Gets the longest line of connected points that contains this point. GetConnectedRays<TCell, TPoint>(AbstractUniformGrid<TCell, TPoint>, TPoint, Func<TPoint, TPoint, bool>)

public static IEnumerable<IEnumerable<TPoint>> GetConnectedLines<TCell, TPoint, TBasePoint>(IEvenGrid<TCell, TPoint, TBasePoint> grid, TPoint point, Func<TPoint, TPoint, bool> isNeighborsConnected) where TPoint : ISplicedVectorPoint<TPoint, TBasePoint>, IGridPoint<TPoint> where TBasePoint : IVectorPoint<TBasePoint>, IGridPoint<TBasePoint>

Parameters

grid IEvenGrid<TCell, TPoint, TBasePoint>
point TPoint
isNeighborsConnected Func<TPoint, TPoint, bool>

Returns

IEnumerable<IEnumerable<TPoint>>

Type Parameters

TCell

The type of cell of the grid that this algorithm takes.

TPoint

The type of point of the grid that this algorithm takes.

TBasePoint

The base type of the point.

GetConnectedRays<TCell, TPoint>(AbstractUniformGrid<TCell, TPoint>, TPoint, Func<TPoint, TPoint, bool>)

Returns a list containing lines connected to the given points. A line is a list of points. Only returns correct results for square or hex grids.

public static IEnumerable<IEnumerable<TPoint>> GetConnectedRays<TCell, TPoint>(AbstractUniformGrid<TCell, TPoint> grid, TPoint point, Func<TPoint, TPoint, bool> isNeighborsConnected) where TPoint : IVectorPoint<TPoint>, IGridPoint<TPoint>

Parameters

grid AbstractUniformGrid<TCell, TPoint>
point TPoint
isNeighborsConnected Func<TPoint, TPoint, bool>

A functions that returns true or false, depending on whether two points can be considered connected when they are neighbors.For example, if you want rays of points that refer to cells of the same color, you can pass in a functions that compares the DefaultColors of cells.

Returns

IEnumerable<IEnumerable<TPoint>>

Type Parameters

TCell

The type of cell of the grid that this algorithm takes.

TPoint

The type of point of the grid that this algorithm takes.

Examples

private bool IsSameColour(point1, point2)
{
	return grid[point1].Color == grid[point2].Color;
}

private SomeMethod()
{
	...
	var rays = GetConnectedRays<ColourCell, PointyHexPoint, PointyHexNeighborIndex>(
		grid, point, IsSameColour);
	...
}

You can of course also use a lambda expression, like this:

//The following code returns all lines that radiate from the given point 
GetConnectedRays<ColourCell, PointyHexPoint, PointyHexNeighborIndex>(
	grid, point, (x, y) => grid[x].Color == grid[y].Color);

GetConnectedSet<TCell, TPoint>(IGrid<TCell, TPoint>, TPoint, Func<TPoint, TPoint, bool>) 
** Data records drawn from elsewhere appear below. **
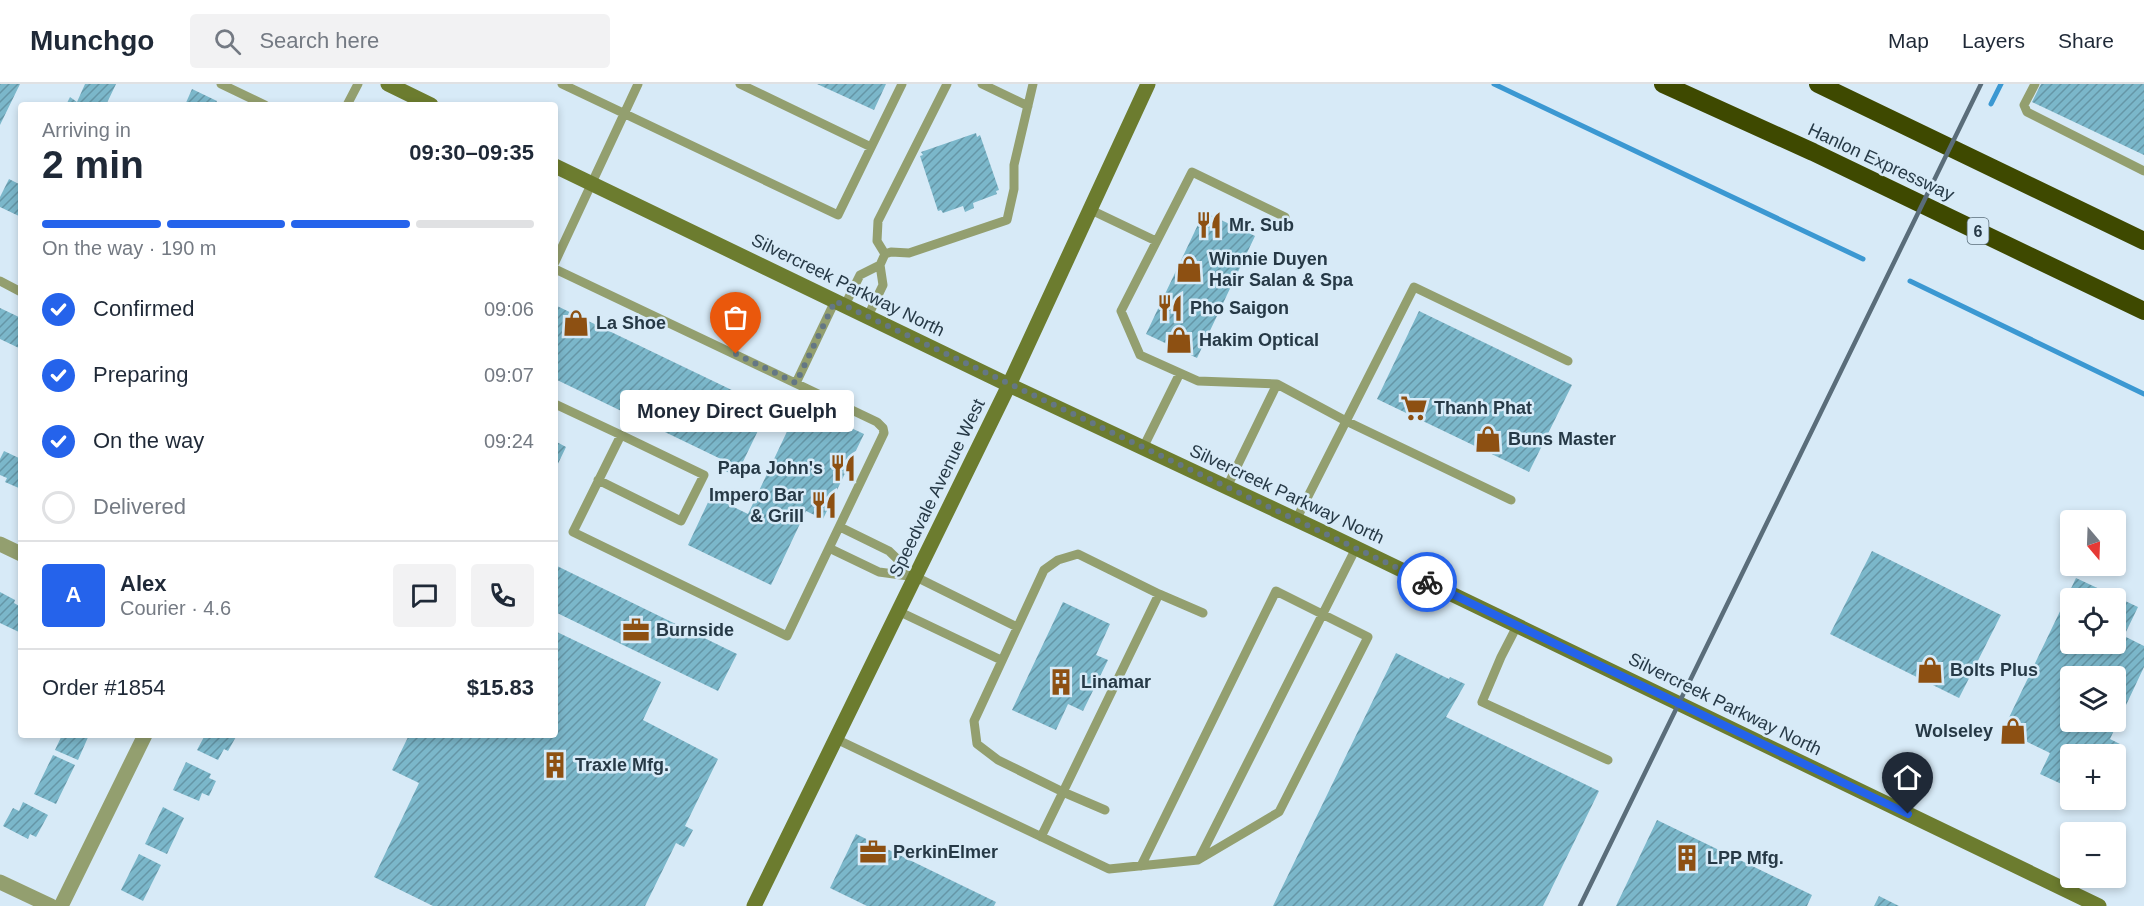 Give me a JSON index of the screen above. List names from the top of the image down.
{
  "streets": {
    "highway": ["Hanlon Expressway", "6"],
    "main road": ["Silvercreek Parkway North", "Speedvale Avenue West"]
  },
  "crossings": [
    ["Silvercreek Parkway North", "Speedvale Avenue West"]
  ],
  "places": {
    "restaurant": [
      "Mr. Sub",
      "Pho Saigon",
      "Papa John's",
      "Impero Bar & Grill"
    ],
    "shop": [
      "Winnie Duyen Hair Salan & Spa",
      "La Shoe",
      "Hakim Optical",
      "Buns Master",
      "Bolts Plus",
      "Wolseley"
    ],
    "other": ["Money Direct Guelph"],
    "supermarket": ["Thanh Phat"],
    "office": ["Burnside", "PerkinElmer"],
    "building": ["Linamar", "Traxle Mfg.", "LPP Mfg."]
  },
  "north": "bottom",
  "page": {
    "header": "Munchgo",
    "search": "Search here",
    "nav": ["Map", "Layers", "Share"],
    "heading": ["2 min", "Arriving in", "09:30–09:35"],
    "panel": [
      "Alex",
      "Courier · 4.6",
      "Order #1854",
      "$15.83"
    ],
    "bar": "On the way · 190 m",
    "list": [
      ["Confirmed", "09:06"],
      ["Preparing", "09:07"],
      ["On the way", "09:24"],
      "Delivered"
    ],
    "bubble": "Money Direct Guelph",
    "map_buttons": ["+", "−"],
    "round": "A"
  }
}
public static HashSet<TPoint> GetConnectedSet<TCell, TPoint>(IGrid<TCell, TPoint> grid, TPoint point, Func<TPoint, TPoint, bool> isNeighborsConnected) where TPoint : IGridPoint<TPoint>

Parameters

grid IGrid<TCell, TPoint>
point TPoint
isNeighborsConnected Func<TPoint, TPoint, bool>

The function to use to check whether two neighbors are connected

Returns

HashSet<TPoint>

Returns a list of points connected to the given point.

Type Parameters

TCell

The type of cell of the grid that this algorithm takes.

TPoint

The type of point of the grid that this algorithm takes.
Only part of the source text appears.